Wonshé served as midwife to numerous rural and urban communities throughout the US for more than 13 years. During that time, she founded and directed the Traditional Midwifery and Womancraft School offering community-based education and apprenticeship to aspiring midwives. Throughout these years she researched historical midwifery practices, violence in contemporary birthing practices, and nonviolent alternatives. She received her BA in Expressive Arts for Conflict Transformation at Hollins University (Virginia) and is currently completing her Master in Conflict Transformation, with a concentration in restorative justice at Eastern Mennonite University in Virginia.

Howard Zehr is Professor of Restorative Justice and Co-Director of the Center for Justice and Peacebuilding, Eastern Mennonite University, Virginia.

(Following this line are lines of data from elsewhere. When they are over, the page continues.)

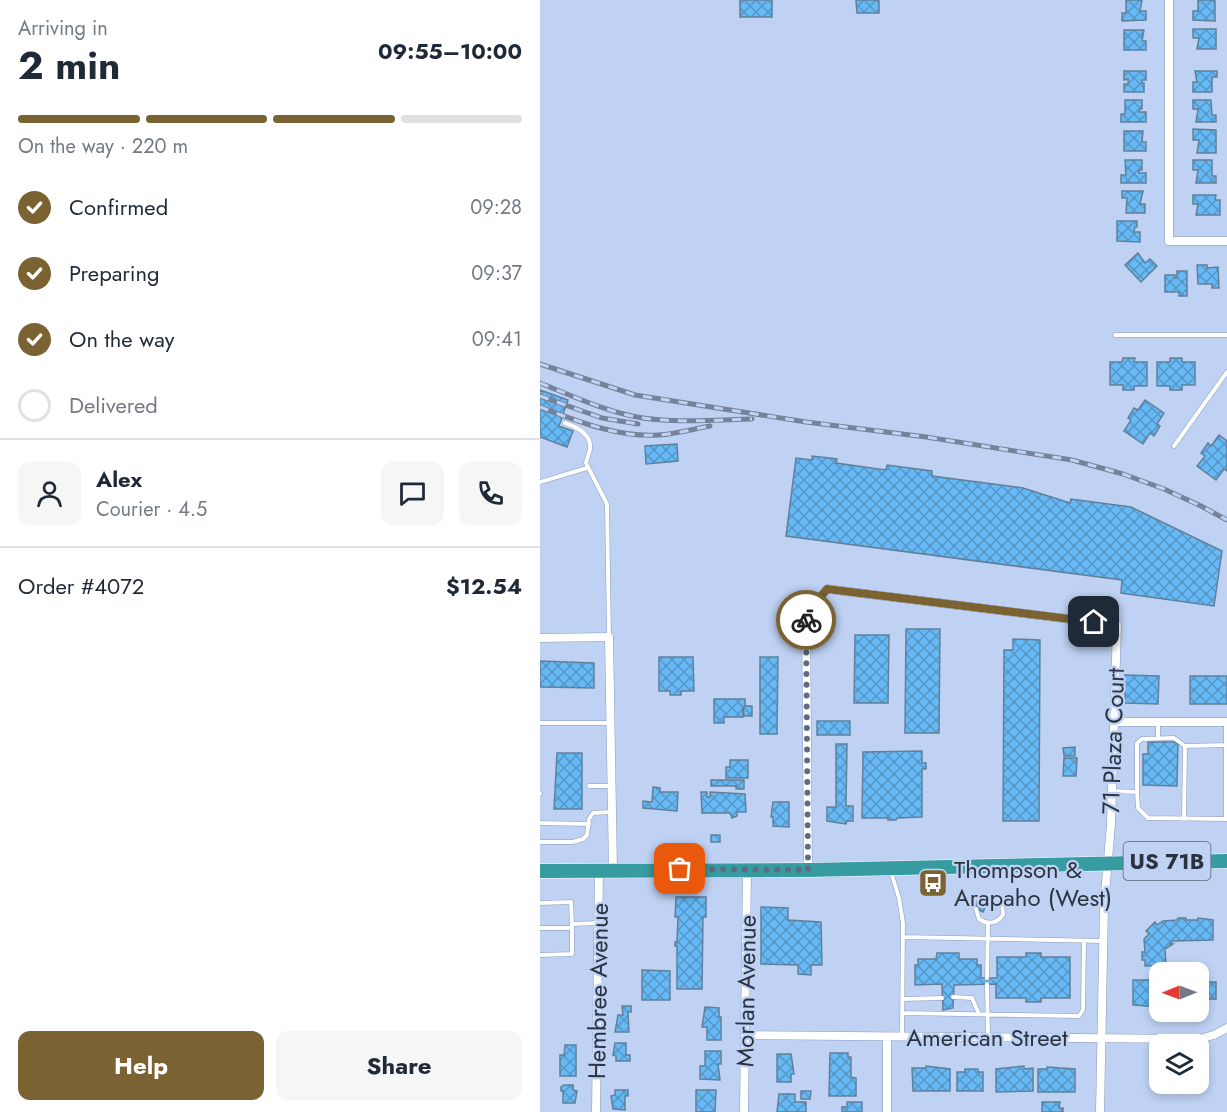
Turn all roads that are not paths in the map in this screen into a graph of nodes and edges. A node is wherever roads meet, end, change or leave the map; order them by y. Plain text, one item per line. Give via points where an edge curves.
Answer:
1 (1168, 0) edge
2 (1227, 241) edge
3 (1115, 335) dead end
4 (1227, 335) edge
5 (1227, 372) edge
6 (565, 423) dead end
7 (1174, 446) dead end
8 (587, 468) junction
9 (540, 482) edge
10 (609, 637) junction
11 (540, 638) edge
12 (1115, 722) junction
13 (1158, 722) junction
14 (1226, 722) edge
15 (540, 723) edge
16 (610, 723) junction
17 (1158, 738) junction
18 (1226, 745) edge
19 (1185, 746) junction
20 (589, 786) dead end
21 (612, 786) junction
22 (1112, 791) junction
23 (1137, 792) junction
24 (612, 812) junction
25 (1184, 819) junction
26 (1226, 819) edge
27 (540, 823) edge
28 (589, 824) junction
29 (540, 842) edge
30 (1227, 861) edge
31 (1108, 862) junction
32 (891, 868) junction
33 (747, 869) junction
34 (540, 870) edge
35 (606, 870) junction
36 (808, 870) junction
37 (979, 900) dead end
38 (540, 903) edge
39 (976, 909) dead end
40 (598, 923) junction
41 (988, 923) junction
42 (572, 926) junction
43 (540, 928) edge
44 (903, 937) junction
45 (988, 939) junction
46 (1084, 941) junction
47 (1103, 941) junction
48 (540, 955) edge
49 (987, 978) dead end
50 (987, 984) dead end
51 (942, 998) dead end
52 (953, 998) dead end
53 (903, 999) junction
54 (902, 1013) junction
55 (979, 1014) junction
56 (988, 1015) junction
57 (1227, 1028) edge
58 (745, 1035) junction
59 (887, 1037) junction
60 (902, 1037) junction
61 (988, 1037) junction
62 (1100, 1037) junction
63 (596, 1112) edge
64 (744, 1112) edge
65 (887, 1112) edge
66 (1100, 1112) edge

1 - 2 street via 1169,241
3 - 4 lane
5 - 7 lane
6 - 8 lane via 586,436 591,448
8 - 9 lane
8 - 10 lane via 607,504
10 - 11 street
10 - 16 street, Hembree Avenue
12 - 13 street
12 - 22 street, 71 Plaza Court
12 - 36 street, 71 Plaza Court via 1117,625 827,589 806,615
13 - 14 street
13 - 17 lane
14 - 18 lane
15 - 16 lane
16 - 21 street, Hembree Avenue
17 - 19 lane via 1174,738
17 - 23 lane via 1137,743
18 - 19 lane
18 - 26 lane
19 - 25 lane
20 - 21 lane
21 - 24 street, Hembree Avenue
22 - 23 lane
22 - 31 street, 71 Plaza Court
23 - 25 lane via 1138,808 1148,818
24 - 28 lane via 594,813
24 - 35 street, Hembree Avenue
25 - 26 lane
27 - 28 lane
28 - 29 lane via 587,835 578,841
30 - 31 highway, US 71B
31 - 32 highway, US 71B
31 - 47 street, 71 Plaza Court
32 - 36 highway, US 71B
32 - 44 lane via 900,898
33 - 35 highway, US 71B
33 - 36 highway, US 71B
33 - 58 street, Morlan Avenue
34 - 35 highway, US 71B
35 - 40 street, Hembree Avenue
37 - 41 lane via 991,895 1002,902 1004,911 1000,919
38 - 42 lane via 571,902
39 - 41 lane via 979,919
40 - 42 lane
40 - 63 street, Hembree Avenue
41 - 45 lane
42 - 43 lane
42 - 48 lane via 572,954
44 - 45 lane
44 - 53 lane
45 - 46 lane
45 - 49 lane
46 - 47 lane
46 - 56 lane via 1083,1010 1079,1016
47 - 62 street, 71 Plaza Court
50 - 56 lane
51 - 53 lane
52 - 55 lane via 972,998
53 - 54 lane
54 - 55 lane
54 - 60 lane
55 - 56 lane
56 - 61 lane
57 - 62 street, American Street via 1199,1039
58 - 59 street, American Street
58 - 64 street, Morlan Avenue
59 - 60 street, American Street
59 - 65 street
60 - 61 street, American Street
61 - 62 street, American Street
62 - 66 street, 71 Plaza Court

He directed the first Victim Offender Reconciliation Program in the U.S. and for 17 years served as Director of the Mennonite Central Committee U.S. Office on Crime and Justice. He has lectured, trained and consulted in many countries and in 2003 was the first recipient of Prison Fellowship International's Restorative Justice Prize. His publications include Changing Lenses: A New Focus for Crime and Justice, Doing Life: Reflections of Men and Women Serving Life Sentences, and Transcending: Reflections of Crime Victims. He is editor of the series The Little Books of Justice and Peacebuilding and has authored or co-authored several in the series. He received his Ph.D. from Rutgers University.